Supplied material -
* * *
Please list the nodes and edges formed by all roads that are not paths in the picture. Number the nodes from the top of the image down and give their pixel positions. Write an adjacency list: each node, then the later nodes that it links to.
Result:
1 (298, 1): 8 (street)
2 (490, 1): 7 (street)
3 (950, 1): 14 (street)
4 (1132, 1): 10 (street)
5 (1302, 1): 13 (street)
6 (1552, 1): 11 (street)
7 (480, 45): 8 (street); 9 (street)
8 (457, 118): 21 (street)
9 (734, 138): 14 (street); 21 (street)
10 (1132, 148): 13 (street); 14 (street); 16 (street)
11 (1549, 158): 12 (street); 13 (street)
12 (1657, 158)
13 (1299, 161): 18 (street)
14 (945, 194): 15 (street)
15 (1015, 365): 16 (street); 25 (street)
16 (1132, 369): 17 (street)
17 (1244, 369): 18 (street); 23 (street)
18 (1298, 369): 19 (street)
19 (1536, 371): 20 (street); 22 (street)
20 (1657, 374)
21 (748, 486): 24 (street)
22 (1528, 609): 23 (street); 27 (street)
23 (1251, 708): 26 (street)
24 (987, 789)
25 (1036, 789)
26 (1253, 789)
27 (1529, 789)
* * *
Your goal - Every record should be retyped so that it matches the original exactly.

Solution for this problem -
Please list the nodes and edges formed by all roads that are not paths in the picture. Number the nodes from the top of the image down and give their pixel positions. Write an adjacency list: each node, then the later nodes that it links to.
Result:
1 (298, 1): 8 (street)
2 (490, 1): 7 (street)
3 (950, 1): 14 (street)
4 (1132, 1): 10 (street)
5 (1302, 1): 13 (street)
6 (1552, 1): 11 (street)
7 (480, 45): 8 (street); 9 (street)
8 (457, 118): 21 (street)
9 (734, 138): 14 (street); 21 (street)
10 (1132, 148): 13 (street); 14 (street); 16 (street)
11 (1549, 158): 12 (street); 13 (street)
12 (1657, 158)
13 (1299, 161): 18 (street)
14 (945, 194): 15 (street)
15 (1015, 365): 16 (street); 25 (street)
16 (1132, 369): 17 (street)
17 (1244, 369): 18 (street); 23 (street)
18 (1298, 369): 19 (street)
19 (1536, 371): 20 (street); 22 (street)
20 (1657, 374)
21 (748, 486): 24 (street)
22 (1528, 609): 23 (street); 27 (street)
23 (1251, 708): 26 (street)
24 (987, 789)
25 (1036, 789)
26 (1253, 789)
27 (1529, 789)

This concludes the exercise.